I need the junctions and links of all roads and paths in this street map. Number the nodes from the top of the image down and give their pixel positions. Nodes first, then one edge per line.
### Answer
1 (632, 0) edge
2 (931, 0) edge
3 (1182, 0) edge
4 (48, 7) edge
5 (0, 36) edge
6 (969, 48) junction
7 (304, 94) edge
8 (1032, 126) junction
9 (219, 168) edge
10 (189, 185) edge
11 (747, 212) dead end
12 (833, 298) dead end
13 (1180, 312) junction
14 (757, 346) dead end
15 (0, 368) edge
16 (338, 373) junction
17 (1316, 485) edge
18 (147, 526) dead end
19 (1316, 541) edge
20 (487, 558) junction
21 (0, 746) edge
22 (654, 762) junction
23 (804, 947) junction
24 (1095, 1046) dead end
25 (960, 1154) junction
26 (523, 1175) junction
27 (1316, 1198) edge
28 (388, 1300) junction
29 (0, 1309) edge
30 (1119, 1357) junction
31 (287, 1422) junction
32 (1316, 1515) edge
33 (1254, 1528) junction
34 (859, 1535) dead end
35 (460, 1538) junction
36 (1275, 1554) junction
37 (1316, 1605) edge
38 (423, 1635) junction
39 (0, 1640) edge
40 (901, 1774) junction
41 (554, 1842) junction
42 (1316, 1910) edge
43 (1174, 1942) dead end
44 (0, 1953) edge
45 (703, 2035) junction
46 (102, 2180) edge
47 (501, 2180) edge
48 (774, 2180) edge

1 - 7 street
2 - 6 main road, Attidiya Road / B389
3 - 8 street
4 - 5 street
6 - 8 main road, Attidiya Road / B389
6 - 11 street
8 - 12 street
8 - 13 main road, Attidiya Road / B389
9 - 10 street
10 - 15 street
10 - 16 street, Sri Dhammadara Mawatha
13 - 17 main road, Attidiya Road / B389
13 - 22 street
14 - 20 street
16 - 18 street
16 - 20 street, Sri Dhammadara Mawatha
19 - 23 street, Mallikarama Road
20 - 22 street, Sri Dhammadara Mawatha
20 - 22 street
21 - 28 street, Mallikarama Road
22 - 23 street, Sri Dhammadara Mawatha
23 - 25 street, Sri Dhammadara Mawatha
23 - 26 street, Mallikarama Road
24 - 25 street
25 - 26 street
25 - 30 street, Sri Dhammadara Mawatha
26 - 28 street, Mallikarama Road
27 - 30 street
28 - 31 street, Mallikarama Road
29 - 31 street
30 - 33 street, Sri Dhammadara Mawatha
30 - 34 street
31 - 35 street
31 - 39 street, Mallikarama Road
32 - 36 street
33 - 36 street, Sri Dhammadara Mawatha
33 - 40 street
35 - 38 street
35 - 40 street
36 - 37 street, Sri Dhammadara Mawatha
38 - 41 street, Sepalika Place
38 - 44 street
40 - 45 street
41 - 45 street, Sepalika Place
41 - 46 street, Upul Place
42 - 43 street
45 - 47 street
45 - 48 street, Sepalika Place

┄┄┄┄┄┄┄┄┄┄┄┄┄┄┄┄┄┄┄┄

Problem to solve: Pull from the data each line where the string "dead" turns up.

Output below:
11 (747, 212) dead end
12 (833, 298) dead end
14 (757, 346) dead end
18 (147, 526) dead end
24 (1095, 1046) dead end
34 (859, 1535) dead end
43 (1174, 1942) dead end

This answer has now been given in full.